I don’t know that I’m ever going for one thing or another. I’m just going for trying to make whatever music feels like the right thing to do at the time. This is certainly where we are as a band and where I am, song-wise. It’s the music I wanted to make. Certainly all those things — the previous incarnations of music that I’ve made — those things are always going to be present in any music that I make, I think. And I think it’s easy, if you’ve heard those other things, to hear them in there, but maybe not necessarily if this was the first thing you heard.
I caught your first show at the Cannery Ballroom recently and several things occurred to me while watching you play. First was your relationship with your wife, Morgane. Your bond is so obvious because you don’t just look at each other; you look to each other. What’s it like having her own stage with you — center stage, even?
It’s always a fun thing. We lean on each other, not just on stage, but everywhere else. We’re kind of partners in every sense of the word.
She was making you drink water.
[Laughs] Yeah, well, she wasn’t making me drink water. She just knew I needed some water and was bringing it to me. She’s good for that, for sure — knowing what I need and helping me figure it out.
The second a-ha came during your whiskey trilogy. What’s the difference, in country music, between beer songs and whiskey songs? And what’s maybe the difference in their songwriters?
[Laughs] You know, I’ve never been asked that question. And I don’t know that there’s a difference, necessarily, in the songwriters other than one likes beer and one likes whiskey, maybe.

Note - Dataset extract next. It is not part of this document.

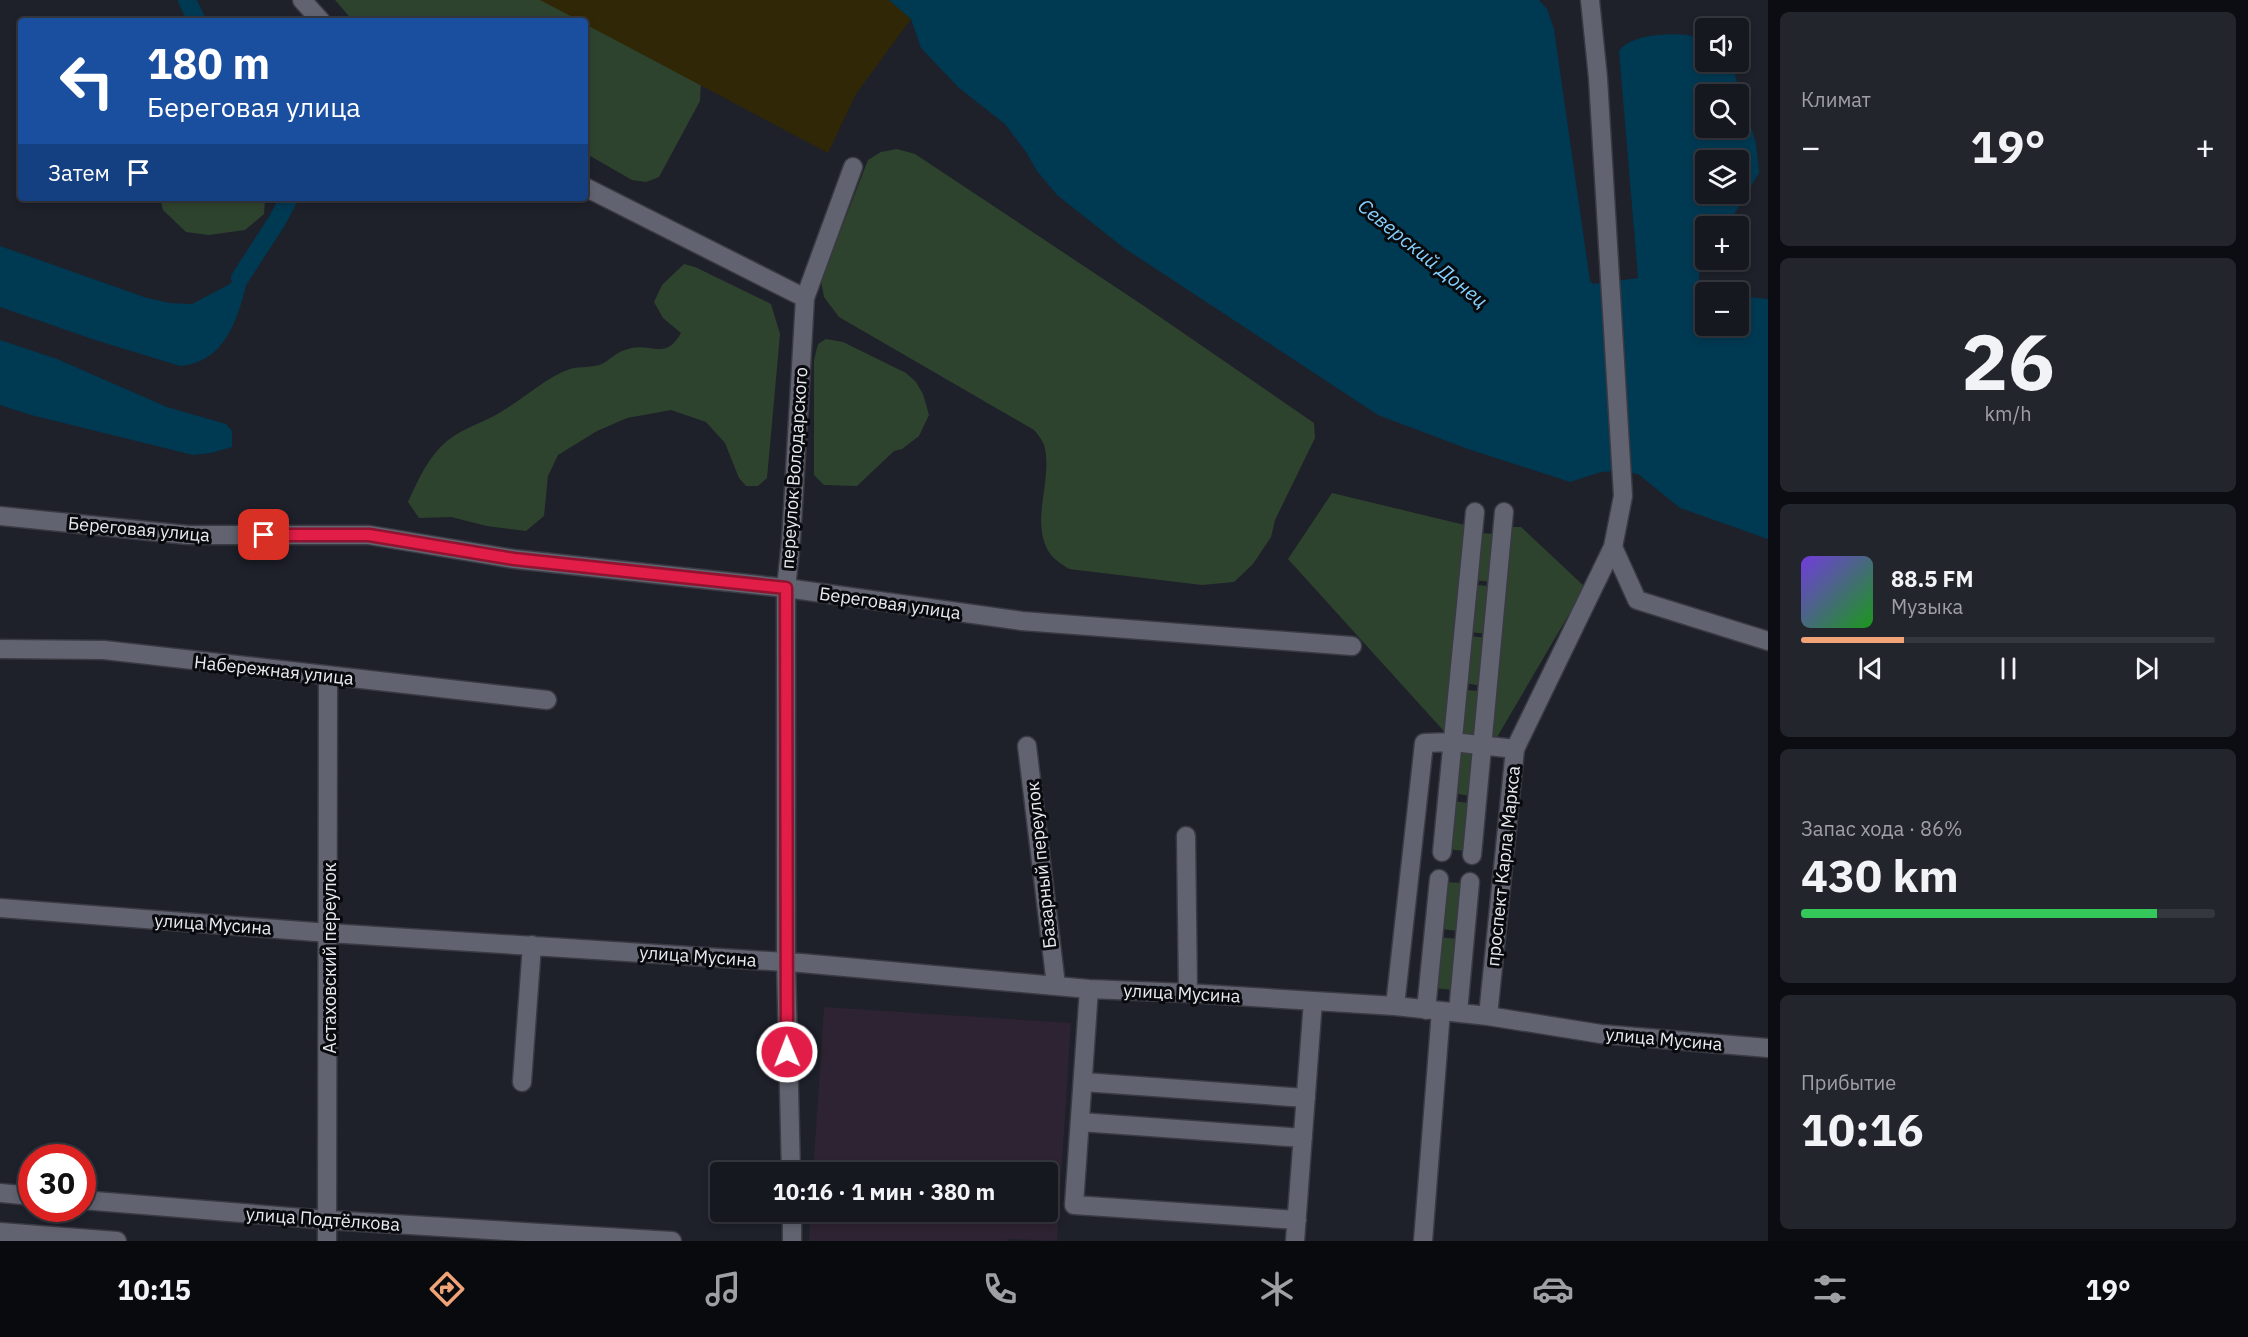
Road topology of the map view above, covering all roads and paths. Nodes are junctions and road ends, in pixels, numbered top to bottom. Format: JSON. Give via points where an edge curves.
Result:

I don’t know. I’ve never really thought about it as being something that you would differentiate. But, I guess maybe there is. Maybe the whiskey songwriters are a little darker. The beer guys might have just a little more of the “Hey, let’s have a party” vibe. And the whiskey guys are lost in some kind of self-deprecation, I think.
[Laughs] That’s kind of what I came to. The beer guys are more from “bro country” and the whiskey guys are more traditionalists, it feels like.
I’ve never drawn that line, but I guess you could. [Laughs]
The third thought actually came from a friend: If that hat of yours could talk, what kind of stories would it tell?
You know, I don’t exactly know. I bought that hat off eBay. It’s from the 1970s and somebody had it in their closet. It was brand new, in somebody’s closet, never been worn. I had a hat something like it that Charlie 1 Horse made for me for the Grammys when I was in the SteelDrivers. I wound up giving that hat away to a soldier at a show one time, thinking I could have another one made. But they couldn’t — they lost the mold or something and couldn’t make another one. So this hat I have now, like I said, is one I found on eBay because I went without a hat for a while.
I didn’t even know I could wear a hat, for the longest time, until a friend of mine named Jimmy Stewart, who I wrote “Might As Well Get Stoned” with on the record … he always wore a cowboy hat. I was like, “Man, I just can’t wear cowboy hats.” He said, “That’s just because you haven’t found the right hat.” So, I’ll say to anybody ever looking to wear a hat, “Man, you just haven’t found the right hat.” It’s true. A hat’s kind of like a guitar or anything else. Once you find one that’s yours, it’s yours and you should stick with it.
[Laughs] Good advice. So, who knows … it’s going to tell a lot of tales of loneliness, just sitting in the closet for all those years.
Yeah, it probably spent 25 years in the closet. Somebody got it on a whim.
That’s so sad because it’s like a guitar not being played.
Absolutely … a guitar under a bed somewhere that’s a good one somebody got thinking they were gonna play it. They went on vacation to Arizona, bought a hat, came home with it, and were like, “Man, I can’t wear this hat!” [Laughs] So they stuck it in the closet for 25 or 30 years until it made its way to eBay.
It was waiting for you. It was your hat all along.
It was my hat all along. Absolutely.